Que estranho. Enquanto tentava desvendar o mistério, de repente me lembrei de algo.
“A sensação que eu tinha era de estar sugando os feromônios de cura, e não apenas os recebendo.”
Eu não estava apenas entregando feromônios para Ahin, mas era como se ele os roubasse de modo definitivo. Se fosse assim, então faria sentido especular que eu tinha alcançado a humanização definitiva depois de ele sugar a quantidade excedente de feromônios de cura com os quais meu corpo era incapaz de lidar.
Me lembrando do momento em que meu pescoço foi mordido, fechei os olhos com força. Só de pensar nisso, meu coração disparou e comecei a suar frio. Me esforçando para superar esse ataque de pânico, de repente senti algo tocar em meu corpo.
<O que foi isso?>
Quando abri os olhos, despertando do transe, vi o capivara bebê, que agora estava totalmente acordado. Ele parecia estar se preocupando comigo.

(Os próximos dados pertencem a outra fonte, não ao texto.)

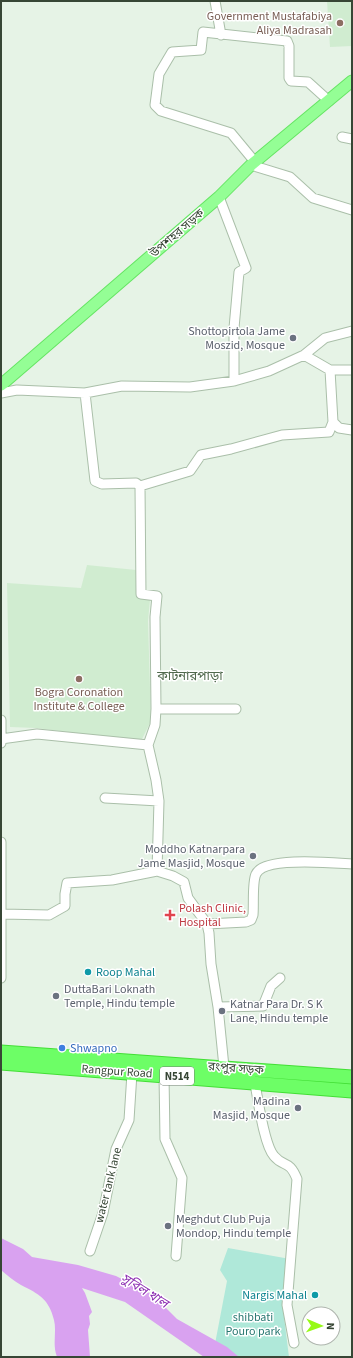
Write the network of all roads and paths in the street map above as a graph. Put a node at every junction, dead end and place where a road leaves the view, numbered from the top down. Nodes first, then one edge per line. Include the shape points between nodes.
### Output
1 (215, 1) edge
2 (221, 35) junction
3 (352, 81) edge
4 (329, 101) junction
5 (342, 137) dead end
6 (352, 139) edge
7 (253, 164) junction
8 (219, 197) junction
9 (352, 210) edge
10 (352, 331) edge
11 (304, 354) junction
12 (330, 370) junction
13 (352, 370) edge
14 (234, 381) junction
15 (1, 385) edge
16 (1, 393) edge
17 (85, 393) junction
18 (333, 422) junction
19 (352, 430) edge
20 (140, 486) junction
21 (156, 709) junction
22 (236, 709) dead end
23 (1, 720) edge
24 (1, 739) edge
25 (1, 743) edge
26 (148, 745) junction
27 (105, 798) dead end
28 (159, 801) junction
29 (1, 842) edge
30 (352, 864) edge
31 (157, 871) junction
32 (2, 914) junction
33 (207, 924) junction
34 (1, 978) edge
35 (280, 978) dead end
36 (218, 1007) junction
37 (1, 1052) edge
38 (1, 1063) edge
39 (224, 1067) junction
40 (132, 1073) junction
41 (164, 1075) junction
42 (352, 1077) edge
43 (255, 1084) junction
44 (352, 1091) edge
45 (90, 1251) dead end
46 (176, 1256) dead end
47 (294, 1343) dead end

1 - 2 street
2 - 4 street via 287,41 289,78 292,81 308,82
2 - 7 street via 203,32 201,50 172,52 159,74 155,105 161,111 231,132
3 - 4 main road, উপশহর সড়ক
4 - 7 main road, উপশহর সড়ক
5 - 6 street
7 - 8 main road, উপশহর সড়ক
7 - 9 street via 290,177 314,198
8 - 14 street via 246,268 239,272 234,328
8 - 15 main road, উপশহর সড়ক
10 - 11 street via 325,338
11 - 12 street
11 - 14 street via 269,371
12 - 13 street
12 - 18 street
14 - 17 street via 190,387 122,386
16 - 17 street via 17,390
17 - 20 street via 95,481 102,484 136,483
18 - 19 street via 339,428
18 - 20 street via 329,432 282,435 201,455 190,471
20 - 21 street via 141,594 157,596
21 - 22 street
21 - 26 street
23 - 24 street
24 - 25 street
24 - 26 street via 37,734
26 - 28 street
27 - 28 street
28 - 31 street
29 - 32 street
30 - 33 street via 288,861 260,869 255,875 251,920
31 - 32 street via 112,880 67,884 65,906 49,915
31 - 33 street via 184,882 188,898
32 - 34 street
33 - 36 street
35 - 36 street via 271,986 263,1006
36 - 39 street
37 - 39 highway, রংপুর সড়ক / N514
38 - 40 highway, Rangpur Road / N514
39 - 42 highway, রংপুর সড়ক / N514
40 - 41 highway, Rangpur Road / N514
40 - 45 street, water tank lane via 129,1120 116,1149 103,1214
41 - 43 highway, Rangpur Road / N514
41 - 46 street via 165,1139 182,1178
43 - 44 highway, Rangpur Road / N514
43 - 47 street via 271,1151 292,1168 296,1179 287,1305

<Russell, olhe para minha aparência…>
Toquei o espelho com a pata dianteira. A imagem que se refletia, em lugar de um coelho bebê do tamanho de uma mão, era de uma lebre adulta, do tamanho de duas mãos. A humanização definitiva era real.
<Bem, ao menos cresci um pouco, eu acho.>
Esta Vivi finalmente era um ser humano. Feliz, comuniquei a descoberta saltando e apontando meu corpo para a capivara. Precisava contar para o mundo todo o mais rápido possível.
Talvez, por ter sentido a mesma experiência que eu, de não se humanizar no tempo esperado, Russell parecia tão feliz como eu e dançamos juntos.
<Russell, espera!>
Impressionada pelos movimentos animados dele, sinalizei com as patas dianteiras para que ele parasse. Entendendo errado, ele começou a correr para o abraço, partindo em minha direção a toda velocidade.
<Espera, Russell, está rápido demais…!>
Não havia nada que fazer.
<Ack!>
Fui jogada para trás depois de levar uma cabeçada da capivara, que não parou. Quando abri meus olhos após bater na parede, ele estava se aninhando em mim. Russell parecia estar pensando em mim como uma humana, em lugar do meu eu lebre, que tinha menos de 2 quilos. Ele também não parecia perceber que, como um bebê capivara, pesava agora quase tanto quanto pesava na sua forma humana.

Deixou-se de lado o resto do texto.